Using $q = 0.1$ , we obtain 1096 differentially expressed genes. Note that this gene list has a clear statistical interpretation: with probability $1-\alpha = 0.9$ , the proportion of false positives (that is, genes that are called DE by mistake) is less than $q = 0.1$ .

The above example also illustrates the increase in power obtained by calibration, since the parametric Simes method yields a subset of “only” 546 genes called differentially expressed (with identical statistical guarantees).

Volcano plots

A classical practice in gene expression studies is to define DE genes as those passing both a significance filter (small $p$ -value) and an effect size or “fold change” filter. Here, the fold change of a gene is defined as the estimate of the tested contrast $c\hat\beta$ . This double selection by $p$ -value and fold change corresponds to two sets of genes, with positive/negative fold change, which can be represented in the following plot:

volcanoPlot(res, p = 1e-3, r = 0.5)

This type of plot is called a “volcano plot” Cui and Churchill (2003). Post hoc inference makes it possible to obtain statistical guarantees on selections such as the ones represented in the above figure.

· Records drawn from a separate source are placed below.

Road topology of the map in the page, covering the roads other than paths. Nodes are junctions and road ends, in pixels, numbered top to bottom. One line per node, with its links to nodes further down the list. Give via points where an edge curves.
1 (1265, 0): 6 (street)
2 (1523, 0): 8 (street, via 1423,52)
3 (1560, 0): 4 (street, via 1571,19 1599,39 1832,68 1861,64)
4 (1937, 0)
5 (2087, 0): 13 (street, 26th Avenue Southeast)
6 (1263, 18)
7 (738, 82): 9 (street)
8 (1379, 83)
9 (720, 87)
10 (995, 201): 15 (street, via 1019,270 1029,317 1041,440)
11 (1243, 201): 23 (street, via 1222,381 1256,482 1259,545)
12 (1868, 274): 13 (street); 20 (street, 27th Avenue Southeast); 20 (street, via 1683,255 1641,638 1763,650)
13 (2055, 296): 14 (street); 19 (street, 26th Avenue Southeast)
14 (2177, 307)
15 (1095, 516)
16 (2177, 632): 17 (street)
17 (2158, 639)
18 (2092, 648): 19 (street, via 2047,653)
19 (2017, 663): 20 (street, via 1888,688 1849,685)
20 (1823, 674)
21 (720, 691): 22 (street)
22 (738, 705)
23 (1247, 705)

Test several contrasts simultaneously

If several contrasts are studied, to obtain post hoc guarantees, we have to consider all tests (for all genes and all tested contrasts) simultaneously at the inference step. The contrast matrix $C$ contains all contrasts, one by row. For example, let us assume that we we want to test the lung function variable fev1_fvc_utah and the age_enroll variable. Then the contrast matrix is then:

tested_variables <- c("age_enroll", "fev1_fvc_utah")
C <- diag(ncol(X))[which(colnames(X) %in% tested_variables),]
colnames(C) <- colnames(X)
rownames(C) <- colnames(X)[which(colnames(X) %in% tested_variables)]
C
#>               age_enroll ats_packyears bmi fev1_fvc_utah gender parentalcopd
#> age_enroll             1             0   0             0      0            0
#> fev1_fvc_utah          0             0   0             1      0            0
#>               smokcignow intercept
#> age_enroll             0         0
#> fev1_fvc_utah          0         0

We build another SansSouci object with this contrast matrix, fit the model and calibrate the post hoc bounds.

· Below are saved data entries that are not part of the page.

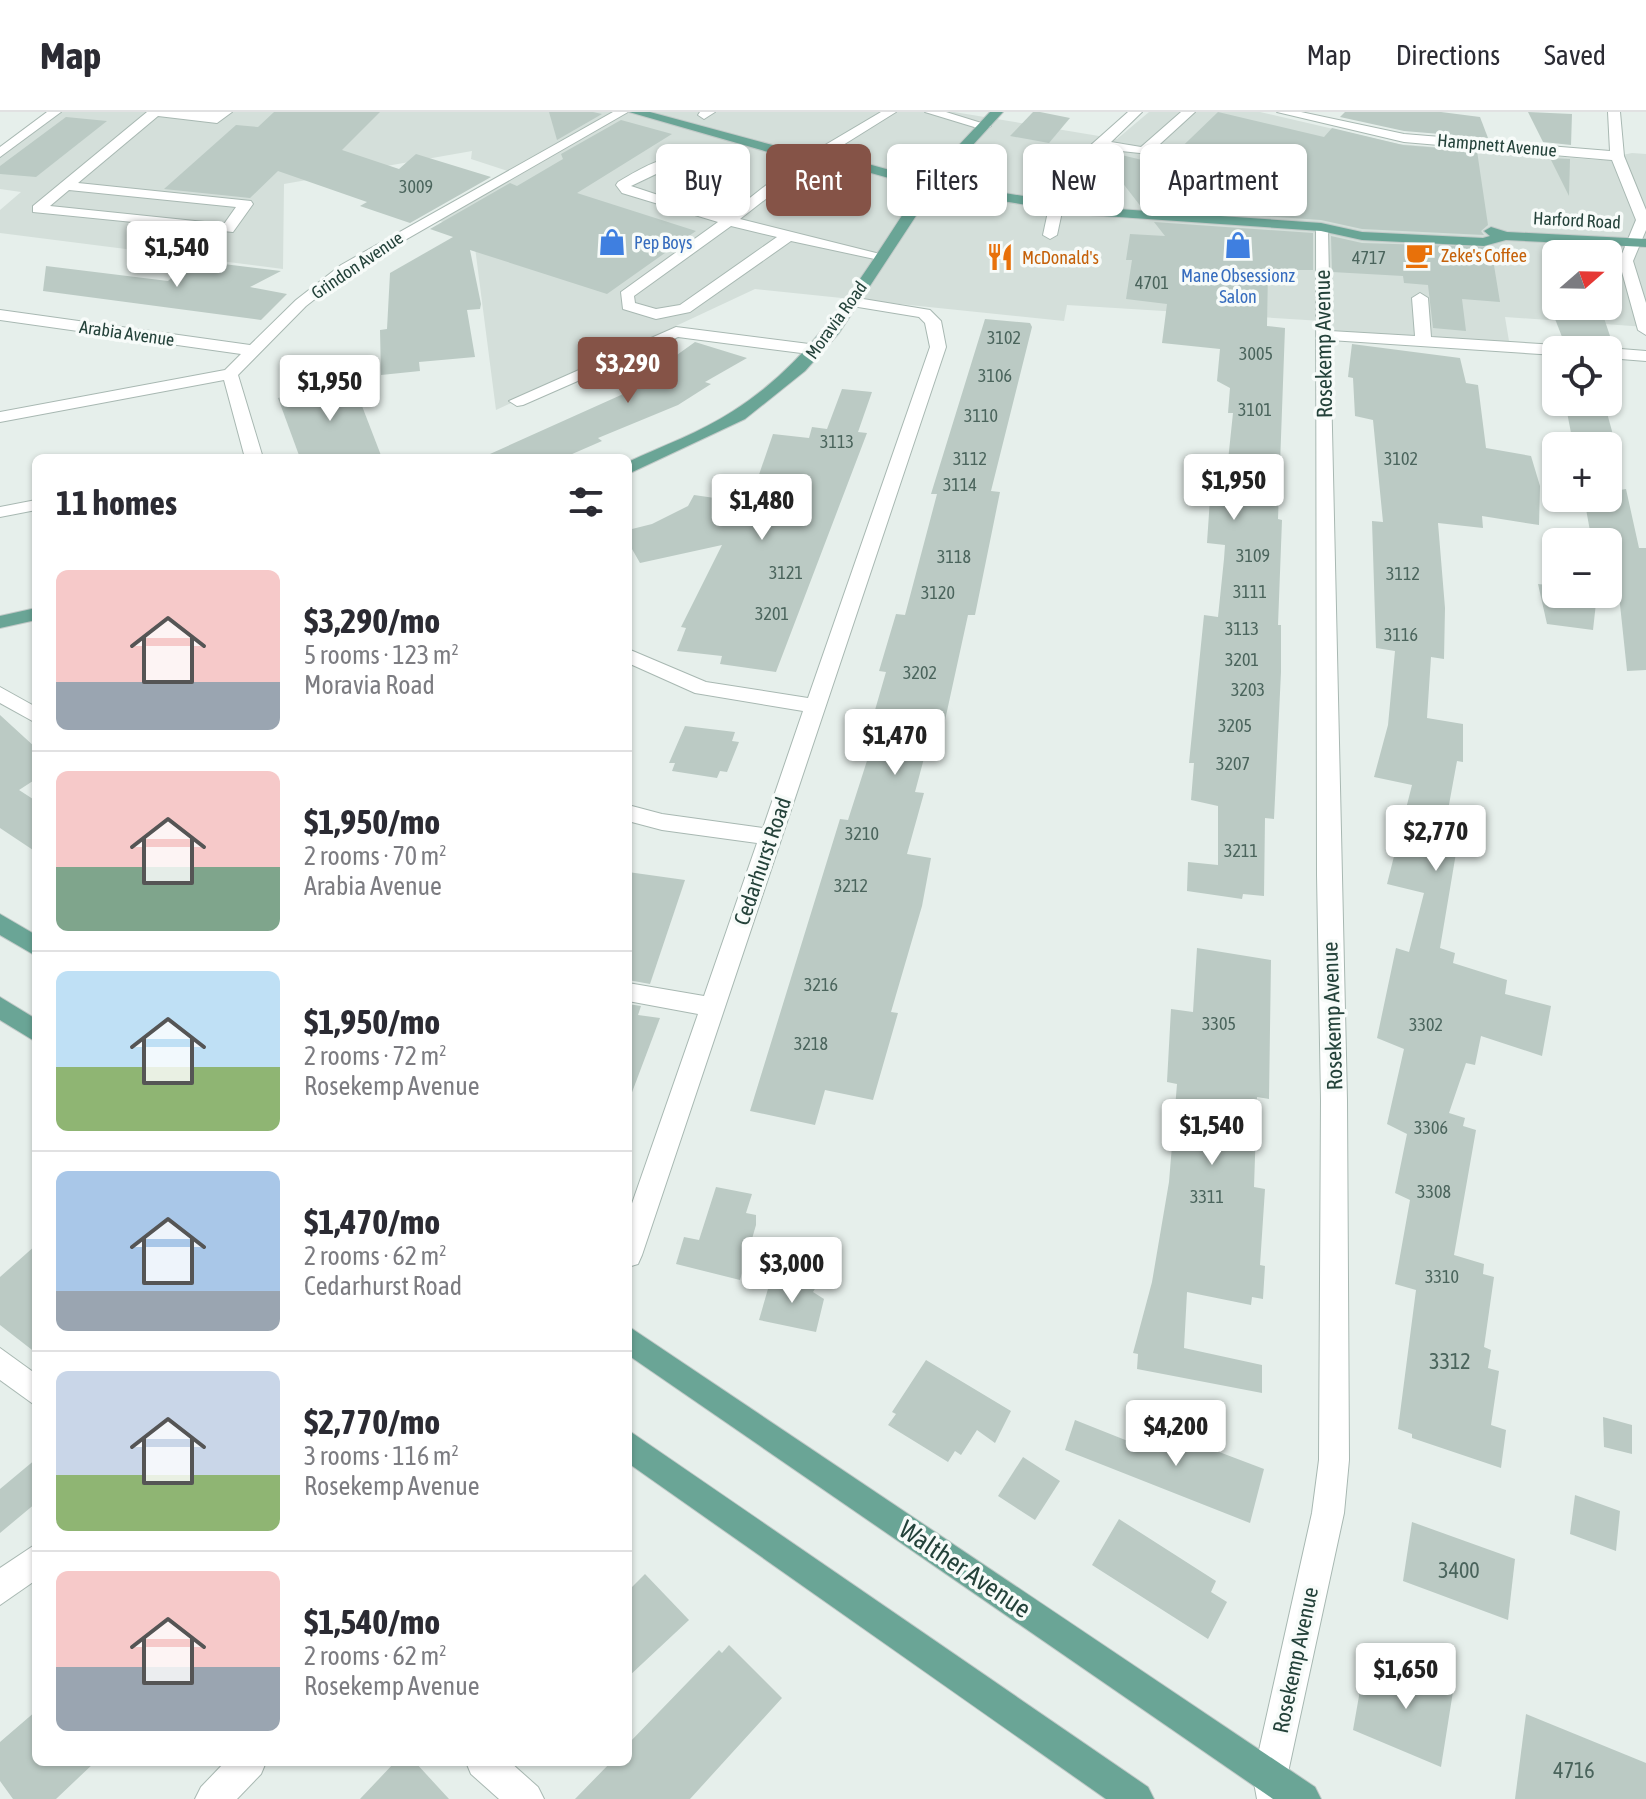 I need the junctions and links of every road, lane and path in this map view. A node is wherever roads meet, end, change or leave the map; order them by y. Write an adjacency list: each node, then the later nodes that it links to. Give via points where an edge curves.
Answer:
1 (55, 112): 21 (street)
2 (226, 112): 12 (street, via 217,119)
3 (622, 112): 44 (street, Grindon Avenue, via 346,268 301,303)
4 (635, 112): 19 (main road, Harford Road)
5 (890, 112): 16 (street)
6 (931, 112): 14 (street)
7 (997, 112): 14 (main road, Moravia Road)
8 (1136, 112): 18 (street)
9 (1189, 112): 20 (street, via 1144,151)
10 (1283, 112): 22 (street, Hampnett Avenue, via 1404,138)
11 (1614, 112): 22 (street)
12 (155, 113): 23 (street)
13 (701, 113): 15 (main road, Harford Road)
14 (984, 126): 17 (main road, Moravia Road)
15 (798, 144)
16 (837, 144)
17 (967, 144)
18 (1100, 144)
19 (766, 147)
20 (1124, 148)
21 (0, 153)
22 (1617, 156): 34 (street, via 1643,220)
23 (66, 186): 23 (street, via 38,209 228,229 246,204)
24 (766, 194): 30 (street)
25 (672, 204): 25 (street, via 623,185 669,158 682,156 717,167 720,171)
26 (1124, 214): 31 (main road, Harford Road)
27 (712, 216): 30 (street)
28 (908, 216): 35 (main road, Moravia Road)
29 (1054, 216): 32 (street)
30 (729, 221): 33 (street); 33 (street, via 626,295 628,306 656,314 685,309)
31 (1321, 227): 34 (main road, Harford Road, via 1362,236); 40 (street, Rosekemp Avenue)
32 (1050, 235)
33 (787, 237): 35 (street)
34 (1640, 243): 39 (street, via 1626,261)
35 (879, 258): 37 (main road, Moravia Road)
36 (1420, 298): 41 (street)
37 (851, 302): 43 (main road, Moravia Road); 58 (street, Cedarhurst Road, via 924,313 933,321 938,347)
38 (0, 315): 44 (street, Arabia Avenue)
39 (1646, 330)
40 (1325, 335): 41 (street); 77 (street, Rosekemp Avenue, via 1334,1460)
41 (1423, 342): 42 (street)
42 (1542, 349)
43 (817, 350): 48 (street, via 676,332); 51 (main road, Moravia Road, via 739,415)
44 (255, 351): 47 (street, Grindon Avenue)
45 (1622, 354): 46 (street)
46 (1646, 356)
47 (230, 374): 49 (street); 50 (street)
48 (517, 401)
49 (0, 417)
50 (253, 454)
51 (632, 467)
52 (32, 506): 53 (street)
53 (0, 512)
54 (32, 615): 55 (main road)
55 (0, 622)
56 (632, 657): 58 (street, via 702,688)
57 (0, 694): 59 (street)
58 (815, 706): 61 (street, Cedarhurst Road)
59 (32, 714)
60 (632, 814): 61 (street)
61 (770, 837): 66 (street, Cedarhurst Road)
62 (0, 923): 63 (main road)
63 (32, 944)
64 (632, 993): 66 (street)
65 (0, 1007): 67 (main road)
66 (712, 1007): 68 (street, Cedarhurst Road)
67 (32, 1029)
68 (632, 1243)
69 (632, 1342): 77 (main road, Walther Avenue)
70 (0, 1362): 71 (street)
71 (32, 1389)
72 (632, 1448): 80 (main road)
73 (32, 1563): 74 (street)
74 (0, 1589)
75 (245, 1766): 78 (street)
76 (488, 1766): 79 (street)
77 (1272, 1788): 81 (main road, Walther Avenue)
78 (213, 1799)
79 (526, 1799)
80 (1136, 1799)
81 (1303, 1799)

object <- SansSouci(Y = Y, X = X, Contrast = C)
res <- fit(object = object, alpha = alpha, B = 100)

Using information from all contrasts simultaneously is important to ensure valid post hoc inference. However, the identification and selection of differentially expressed (DE) genes are typically performed contrast by contrast, in response to specific scientific questions. To support this, the package provides visualization tools such as confidence curves and volcano plots, which help interpret the results for a given contrast.

Confidence curves

By default, the confidence curves associated to each contrast are displayed on the same plot, allowing for direct comparison of the signal across multiple contrasts. In the example below, we can clearly observe that the signal associated with the fev1_fvc_utah variable is stronger than that of age_enroll.

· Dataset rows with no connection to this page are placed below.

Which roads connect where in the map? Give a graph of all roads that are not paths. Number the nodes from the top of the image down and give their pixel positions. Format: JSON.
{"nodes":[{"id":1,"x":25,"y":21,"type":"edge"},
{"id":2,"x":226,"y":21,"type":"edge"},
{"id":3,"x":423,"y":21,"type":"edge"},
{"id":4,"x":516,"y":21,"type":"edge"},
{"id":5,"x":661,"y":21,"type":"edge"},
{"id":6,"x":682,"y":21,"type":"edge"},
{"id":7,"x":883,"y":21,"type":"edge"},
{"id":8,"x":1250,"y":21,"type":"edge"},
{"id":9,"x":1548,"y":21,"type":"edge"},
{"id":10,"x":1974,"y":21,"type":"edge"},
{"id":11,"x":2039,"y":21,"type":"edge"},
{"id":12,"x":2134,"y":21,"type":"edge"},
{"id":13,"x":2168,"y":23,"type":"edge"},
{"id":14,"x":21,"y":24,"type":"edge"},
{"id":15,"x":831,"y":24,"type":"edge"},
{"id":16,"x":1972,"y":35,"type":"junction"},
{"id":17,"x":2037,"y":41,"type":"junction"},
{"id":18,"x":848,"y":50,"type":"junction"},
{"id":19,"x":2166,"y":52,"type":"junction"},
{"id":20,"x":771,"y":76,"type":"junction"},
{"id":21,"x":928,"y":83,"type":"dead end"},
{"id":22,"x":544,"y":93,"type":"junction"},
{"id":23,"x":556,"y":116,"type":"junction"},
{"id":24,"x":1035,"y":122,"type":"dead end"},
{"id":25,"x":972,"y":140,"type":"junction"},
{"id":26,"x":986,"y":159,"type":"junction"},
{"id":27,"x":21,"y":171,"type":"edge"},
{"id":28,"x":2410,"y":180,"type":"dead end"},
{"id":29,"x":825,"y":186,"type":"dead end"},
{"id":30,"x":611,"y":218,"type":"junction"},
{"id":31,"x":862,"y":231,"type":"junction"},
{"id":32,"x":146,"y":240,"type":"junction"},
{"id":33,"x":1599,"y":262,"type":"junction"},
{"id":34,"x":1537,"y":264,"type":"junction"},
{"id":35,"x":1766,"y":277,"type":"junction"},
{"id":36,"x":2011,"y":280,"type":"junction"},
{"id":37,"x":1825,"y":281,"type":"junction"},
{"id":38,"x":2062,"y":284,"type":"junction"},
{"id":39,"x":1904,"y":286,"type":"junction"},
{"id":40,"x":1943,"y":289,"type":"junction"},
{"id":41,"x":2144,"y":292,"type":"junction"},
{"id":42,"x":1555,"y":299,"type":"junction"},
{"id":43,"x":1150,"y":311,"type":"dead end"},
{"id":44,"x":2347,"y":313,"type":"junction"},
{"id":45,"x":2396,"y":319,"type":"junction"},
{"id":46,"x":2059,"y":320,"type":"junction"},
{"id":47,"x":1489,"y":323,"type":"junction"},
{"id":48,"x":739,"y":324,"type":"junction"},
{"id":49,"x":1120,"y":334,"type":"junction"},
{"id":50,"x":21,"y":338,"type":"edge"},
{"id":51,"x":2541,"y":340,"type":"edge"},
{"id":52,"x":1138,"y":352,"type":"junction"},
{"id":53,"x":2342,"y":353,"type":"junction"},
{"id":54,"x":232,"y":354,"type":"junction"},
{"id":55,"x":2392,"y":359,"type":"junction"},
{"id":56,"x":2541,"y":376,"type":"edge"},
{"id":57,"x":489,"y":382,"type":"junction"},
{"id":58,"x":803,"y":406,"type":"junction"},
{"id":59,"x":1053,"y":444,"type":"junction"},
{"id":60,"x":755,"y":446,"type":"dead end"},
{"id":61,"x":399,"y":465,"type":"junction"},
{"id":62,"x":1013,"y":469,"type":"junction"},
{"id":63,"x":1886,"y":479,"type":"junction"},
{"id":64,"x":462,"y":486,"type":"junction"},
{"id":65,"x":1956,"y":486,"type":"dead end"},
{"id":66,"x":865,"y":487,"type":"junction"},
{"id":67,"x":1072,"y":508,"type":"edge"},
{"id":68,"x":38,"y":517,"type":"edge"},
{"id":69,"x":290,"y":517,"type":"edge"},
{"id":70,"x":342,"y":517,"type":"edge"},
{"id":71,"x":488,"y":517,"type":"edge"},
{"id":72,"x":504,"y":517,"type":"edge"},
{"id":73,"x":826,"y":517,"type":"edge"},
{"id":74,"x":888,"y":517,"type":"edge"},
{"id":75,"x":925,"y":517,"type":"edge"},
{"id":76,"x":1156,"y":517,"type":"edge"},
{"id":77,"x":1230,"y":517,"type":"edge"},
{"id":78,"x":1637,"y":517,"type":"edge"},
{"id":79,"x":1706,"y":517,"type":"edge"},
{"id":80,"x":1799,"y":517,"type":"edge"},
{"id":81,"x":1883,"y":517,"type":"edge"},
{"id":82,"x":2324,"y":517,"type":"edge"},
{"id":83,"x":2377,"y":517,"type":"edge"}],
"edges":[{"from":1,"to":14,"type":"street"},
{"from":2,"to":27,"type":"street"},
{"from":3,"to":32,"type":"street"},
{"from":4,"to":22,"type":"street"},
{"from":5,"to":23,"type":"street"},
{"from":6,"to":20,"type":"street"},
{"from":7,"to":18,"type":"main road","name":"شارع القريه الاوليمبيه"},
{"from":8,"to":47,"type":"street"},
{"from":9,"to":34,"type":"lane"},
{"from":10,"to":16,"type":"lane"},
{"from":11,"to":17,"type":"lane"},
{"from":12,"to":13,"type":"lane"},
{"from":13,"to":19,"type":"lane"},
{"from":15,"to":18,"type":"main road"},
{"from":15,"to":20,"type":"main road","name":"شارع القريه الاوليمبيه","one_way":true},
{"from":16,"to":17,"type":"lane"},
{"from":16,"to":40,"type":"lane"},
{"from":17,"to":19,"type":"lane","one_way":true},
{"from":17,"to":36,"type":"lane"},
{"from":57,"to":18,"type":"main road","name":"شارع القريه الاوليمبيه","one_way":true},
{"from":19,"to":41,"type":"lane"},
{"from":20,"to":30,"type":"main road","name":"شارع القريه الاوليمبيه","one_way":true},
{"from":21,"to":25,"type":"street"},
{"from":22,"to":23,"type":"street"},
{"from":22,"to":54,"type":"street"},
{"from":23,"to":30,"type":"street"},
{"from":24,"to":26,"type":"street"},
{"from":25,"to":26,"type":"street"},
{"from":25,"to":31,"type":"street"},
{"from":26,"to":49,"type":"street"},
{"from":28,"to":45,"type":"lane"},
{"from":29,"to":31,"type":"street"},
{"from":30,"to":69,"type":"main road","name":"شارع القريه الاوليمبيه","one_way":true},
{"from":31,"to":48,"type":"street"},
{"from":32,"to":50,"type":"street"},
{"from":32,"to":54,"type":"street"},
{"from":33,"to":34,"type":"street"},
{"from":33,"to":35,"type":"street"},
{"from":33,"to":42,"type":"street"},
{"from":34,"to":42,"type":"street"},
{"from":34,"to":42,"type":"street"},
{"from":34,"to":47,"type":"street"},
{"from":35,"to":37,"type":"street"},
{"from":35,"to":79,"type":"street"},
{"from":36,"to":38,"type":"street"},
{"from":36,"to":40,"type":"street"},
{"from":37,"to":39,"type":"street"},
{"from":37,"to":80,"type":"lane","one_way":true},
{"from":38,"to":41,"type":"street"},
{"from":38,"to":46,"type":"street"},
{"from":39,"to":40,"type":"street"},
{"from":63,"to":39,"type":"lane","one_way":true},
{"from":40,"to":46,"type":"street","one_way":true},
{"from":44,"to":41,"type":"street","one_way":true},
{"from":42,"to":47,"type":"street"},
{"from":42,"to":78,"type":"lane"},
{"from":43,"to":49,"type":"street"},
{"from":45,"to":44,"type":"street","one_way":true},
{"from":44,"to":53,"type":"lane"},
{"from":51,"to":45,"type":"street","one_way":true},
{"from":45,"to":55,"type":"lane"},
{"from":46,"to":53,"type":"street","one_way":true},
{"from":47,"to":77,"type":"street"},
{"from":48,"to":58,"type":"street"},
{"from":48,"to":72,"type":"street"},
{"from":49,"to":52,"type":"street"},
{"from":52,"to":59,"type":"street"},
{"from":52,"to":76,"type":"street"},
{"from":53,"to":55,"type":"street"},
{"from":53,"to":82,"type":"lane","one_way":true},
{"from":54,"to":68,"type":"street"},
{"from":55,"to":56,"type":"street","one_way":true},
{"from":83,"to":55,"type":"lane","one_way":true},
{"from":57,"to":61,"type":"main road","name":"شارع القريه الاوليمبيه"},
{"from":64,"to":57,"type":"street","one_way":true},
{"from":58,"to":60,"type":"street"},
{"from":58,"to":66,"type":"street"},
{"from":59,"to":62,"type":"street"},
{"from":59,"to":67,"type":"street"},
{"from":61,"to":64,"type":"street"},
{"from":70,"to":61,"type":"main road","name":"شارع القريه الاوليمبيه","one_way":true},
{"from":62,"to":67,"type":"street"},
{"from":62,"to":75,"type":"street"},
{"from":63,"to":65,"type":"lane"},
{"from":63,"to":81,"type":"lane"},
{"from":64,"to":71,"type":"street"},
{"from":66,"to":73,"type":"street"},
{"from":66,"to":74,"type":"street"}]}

q <- 0.1 # FDP budget (user-defined)
FDP <- predict(res, all = TRUE, contrast_name = c("age_enroll", "fev1_fvc_utah"), what = "FDP")
n_DEG <- sapply(FDP, function(x) sum(x <= q))

size <- 1.5
p <- plot(res, xmax = 2.5*n_DEG, contrast_name = c("age_enroll", "fev1_fvc_utah"), what = c("FDP")) +
  geom_hline(yintercept = q, linetype = "dashed", linewidth = size) +
  geom_vline(xintercept = n_DEG, linetype = "dotted",  linewidth = size) +
  geom_line(linewidth = size)
p

It is also possible to specify the contrast of interest. To do so for the lung function (corresponding to the contrast fev1_fvc_utah), we define differentially expressed genes as the largest set of genes for which the FDP bound is less than a user-given value, for example $q = 0.1$ . This corresponds to drawing a horizontal line in the confidence curves on the FDP:

q <- 0.1 # FDP budget (user-defined)
FDP <- predict(res, all = TRUE, contrast_name = "fev1_fvc_utah", what = "FDP")
n_DEG <- sum(FDP$bound <= q)

size <- 1.5
p <- plot(res, xmax = 2.5*n_DEG, contrast_name = "fev1_fvc_utah", what = c("FDP")) +
  geom_hline(yintercept = q, linetype = "dashed", linewidth = size) +
  geom_vline(xintercept = n_DEG, linetype = "dotted",  linewidth = size) + 
  geom_line(linewidth = size)
p

Using $q = 0.1$ , we obtain rn_DEG` differentially expressed genes. Note that this gene list has a clear statistical interpretation: with probability $1-\alpha = 0.9$ , the proportion of false positives (that is, genes that are called DE by mistake) is less than $q = 0.1$ .

The same analysis can be made for the contrast on age_enroll.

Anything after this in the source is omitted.